## Activity
Return the listing beneath precisely, with every line intact.

## Data records
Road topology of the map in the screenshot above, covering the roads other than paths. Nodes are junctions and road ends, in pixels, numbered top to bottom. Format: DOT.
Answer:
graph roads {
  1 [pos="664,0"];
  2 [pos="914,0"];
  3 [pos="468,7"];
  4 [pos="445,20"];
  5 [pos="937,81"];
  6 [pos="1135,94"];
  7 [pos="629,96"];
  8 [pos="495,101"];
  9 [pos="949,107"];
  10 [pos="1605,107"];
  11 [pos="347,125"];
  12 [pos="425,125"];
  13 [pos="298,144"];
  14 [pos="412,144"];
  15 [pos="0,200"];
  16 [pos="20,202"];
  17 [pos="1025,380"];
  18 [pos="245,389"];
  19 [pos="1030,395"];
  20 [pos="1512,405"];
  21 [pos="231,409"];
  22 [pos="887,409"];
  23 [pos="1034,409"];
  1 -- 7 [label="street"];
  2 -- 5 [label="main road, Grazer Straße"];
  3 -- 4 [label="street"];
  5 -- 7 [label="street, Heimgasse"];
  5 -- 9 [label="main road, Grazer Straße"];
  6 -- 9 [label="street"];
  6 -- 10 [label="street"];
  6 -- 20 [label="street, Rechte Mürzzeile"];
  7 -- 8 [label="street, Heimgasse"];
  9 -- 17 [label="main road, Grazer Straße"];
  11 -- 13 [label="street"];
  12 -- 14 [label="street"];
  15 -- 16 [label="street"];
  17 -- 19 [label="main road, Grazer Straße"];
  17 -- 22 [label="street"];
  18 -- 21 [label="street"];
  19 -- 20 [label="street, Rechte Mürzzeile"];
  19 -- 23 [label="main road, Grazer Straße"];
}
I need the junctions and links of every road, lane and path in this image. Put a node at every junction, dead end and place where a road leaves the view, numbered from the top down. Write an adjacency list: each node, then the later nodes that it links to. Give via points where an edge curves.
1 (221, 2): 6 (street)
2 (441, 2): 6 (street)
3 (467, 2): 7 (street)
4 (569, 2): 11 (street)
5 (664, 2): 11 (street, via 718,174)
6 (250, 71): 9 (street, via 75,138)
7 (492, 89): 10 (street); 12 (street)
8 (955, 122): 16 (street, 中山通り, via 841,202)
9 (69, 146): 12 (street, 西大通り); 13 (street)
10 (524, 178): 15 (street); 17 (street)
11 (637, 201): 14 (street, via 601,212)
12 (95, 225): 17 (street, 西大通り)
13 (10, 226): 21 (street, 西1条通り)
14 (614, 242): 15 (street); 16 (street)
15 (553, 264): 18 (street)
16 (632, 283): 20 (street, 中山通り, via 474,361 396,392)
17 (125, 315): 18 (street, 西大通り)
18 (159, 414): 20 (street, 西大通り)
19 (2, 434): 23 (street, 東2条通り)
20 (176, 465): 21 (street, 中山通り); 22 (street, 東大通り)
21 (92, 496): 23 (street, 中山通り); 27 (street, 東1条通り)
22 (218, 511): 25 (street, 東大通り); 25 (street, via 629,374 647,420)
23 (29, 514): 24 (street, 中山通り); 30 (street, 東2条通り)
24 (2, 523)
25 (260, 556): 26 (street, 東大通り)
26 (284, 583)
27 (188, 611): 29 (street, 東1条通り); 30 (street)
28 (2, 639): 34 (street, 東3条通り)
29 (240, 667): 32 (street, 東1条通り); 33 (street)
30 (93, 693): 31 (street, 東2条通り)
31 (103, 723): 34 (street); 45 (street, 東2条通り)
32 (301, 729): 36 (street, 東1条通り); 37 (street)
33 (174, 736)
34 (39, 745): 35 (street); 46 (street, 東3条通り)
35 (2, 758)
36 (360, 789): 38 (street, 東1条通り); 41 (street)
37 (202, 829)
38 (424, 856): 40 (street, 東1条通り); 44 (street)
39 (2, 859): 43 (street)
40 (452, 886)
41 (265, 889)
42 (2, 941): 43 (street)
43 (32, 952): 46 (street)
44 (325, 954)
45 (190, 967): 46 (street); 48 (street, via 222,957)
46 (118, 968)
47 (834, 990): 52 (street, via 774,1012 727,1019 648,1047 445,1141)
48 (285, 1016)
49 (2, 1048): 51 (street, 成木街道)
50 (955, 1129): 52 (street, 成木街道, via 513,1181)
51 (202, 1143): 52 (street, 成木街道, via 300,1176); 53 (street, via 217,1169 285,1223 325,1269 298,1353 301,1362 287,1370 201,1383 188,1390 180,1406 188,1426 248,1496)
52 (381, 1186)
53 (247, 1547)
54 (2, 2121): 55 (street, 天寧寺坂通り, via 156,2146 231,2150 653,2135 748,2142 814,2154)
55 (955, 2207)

## Output
Road topology of the map in the screenshot above, covering the roads other than paths. Nodes are junctions and road ends, in pixels, numbered top to bottom. Format: DOT.
Answer:
graph roads {
  1 [pos="664,0"];
  2 [pos="914,0"];
  3 [pos="468,7"];
  4 [pos="445,20"];
  5 [pos="937,81"];
  6 [pos="1135,94"];
  7 [pos="629,96"];
  8 [pos="495,101"];
  9 [pos="949,107"];
  10 [pos="1605,107"];
  11 [pos="347,125"];
  12 [pos="425,125"];
  13 [pos="298,144"];
  14 [pos="412,144"];
  15 [pos="0,200"];
  16 [pos="20,202"];
  17 [pos="1025,380"];
  18 [pos="245,389"];
  19 [pos="1030,395"];
  20 [pos="1512,405"];
  21 [pos="231,409"];
  22 [pos="887,409"];
  23 [pos="1034,409"];
  1 -- 7 [label="street"];
  2 -- 5 [label="main road, Grazer Straße"];
  3 -- 4 [label="street"];
  5 -- 7 [label="street, Heimgasse"];
  5 -- 9 [label="main road, Grazer Straße"];
  6 -- 9 [label="street"];
  6 -- 10 [label="street"];
  6 -- 20 [label="street, Rechte Mürzzeile"];
  7 -- 8 [label="street, Heimgasse"];
  9 -- 17 [label="main road, Grazer Straße"];
  11 -- 13 [label="street"];
  12 -- 14 [label="street"];
  15 -- 16 [label="street"];
  17 -- 19 [label="main road, Grazer Straße"];
  17 -- 22 [label="street"];
  18 -- 21 [label="street"];
  19 -- 20 [label="street, Rechte Mürzzeile"];
  19 -- 23 [label="main road, Grazer Straße"];
}
I need the junctions and links of every road, lane and path in this image. Put a node at every junction, dead end and place where a road leaves the view, numbered from the top down. Write an adjacency list: each node, then the later nodes that it links to. Give via points where an edge curves.
1 (221, 2): 6 (street)
2 (441, 2): 6 (street)
3 (467, 2): 7 (street)
4 (569, 2): 11 (street)
5 (664, 2): 11 (street, via 718,174)
6 (250, 71): 9 (street, via 75,138)
7 (492, 89): 10 (street); 12 (street)
8 (955, 122): 16 (street, 中山通り, via 841,202)
9 (69, 146): 12 (street, 西大通り); 13 (street)
10 (524, 178): 15 (street); 17 (street)
11 (637, 201): 14 (street, via 601,212)
12 (95, 225): 17 (street, 西大通り)
13 (10, 226): 21 (street, 西1条通り)
14 (614, 242): 15 (street); 16 (street)
15 (553, 264): 18 (street)
16 (632, 283): 20 (street, 中山通り, via 474,361 396,392)
17 (125, 315): 18 (street, 西大通り)
18 (159, 414): 20 (street, 西大通り)
19 (2, 434): 23 (street, 東2条通り)
20 (176, 465): 21 (street, 中山通り); 22 (street, 東大通り)
21 (92, 496): 23 (street, 中山通り); 27 (street, 東1条通り)
22 (218, 511): 25 (street, 東大通り); 25 (street, via 629,374 647,420)
23 (29, 514): 24 (street, 中山通り); 30 (street, 東2条通り)
24 (2, 523)
25 (260, 556): 26 (street, 東大通り)
26 (284, 583)
27 (188, 611): 29 (street, 東1条通り); 30 (street)
28 (2, 639): 34 (street, 東3条通り)
29 (240, 667): 32 (street, 東1条通り); 33 (street)
30 (93, 693): 31 (street, 東2条通り)
31 (103, 723): 34 (street); 45 (street, 東2条通り)
32 (301, 729): 36 (street, 東1条通り); 37 (street)
33 (174, 736)
34 (39, 745): 35 (street); 46 (street, 東3条通り)
35 (2, 758)
36 (360, 789): 38 (street, 東1条通り); 41 (street)
37 (202, 829)
38 (424, 856): 40 (street, 東1条通り); 44 (street)
39 (2, 859): 43 (street)
40 (452, 886)
41 (265, 889)
42 (2, 941): 43 (street)
43 (32, 952): 46 (street)
44 (325, 954)
45 (190, 967): 46 (street); 48 (street, via 222,957)
46 (118, 968)
47 (834, 990): 52 (street, via 774,1012 727,1019 648,1047 445,1141)
48 (285, 1016)
49 (2, 1048): 51 (street, 成木街道)
50 (955, 1129): 52 (street, 成木街道, via 513,1181)
51 (202, 1143): 52 (street, 成木街道, via 300,1176); 53 (street, via 217,1169 285,1223 325,1269 298,1353 301,1362 287,1370 201,1383 188,1390 180,1406 188,1426 248,1496)
52 (381, 1186)
53 (247, 1547)
54 (2, 2121): 55 (street, 天寧寺坂通り, via 156,2146 231,2150 653,2135 748,2142 814,2154)
55 (955, 2207)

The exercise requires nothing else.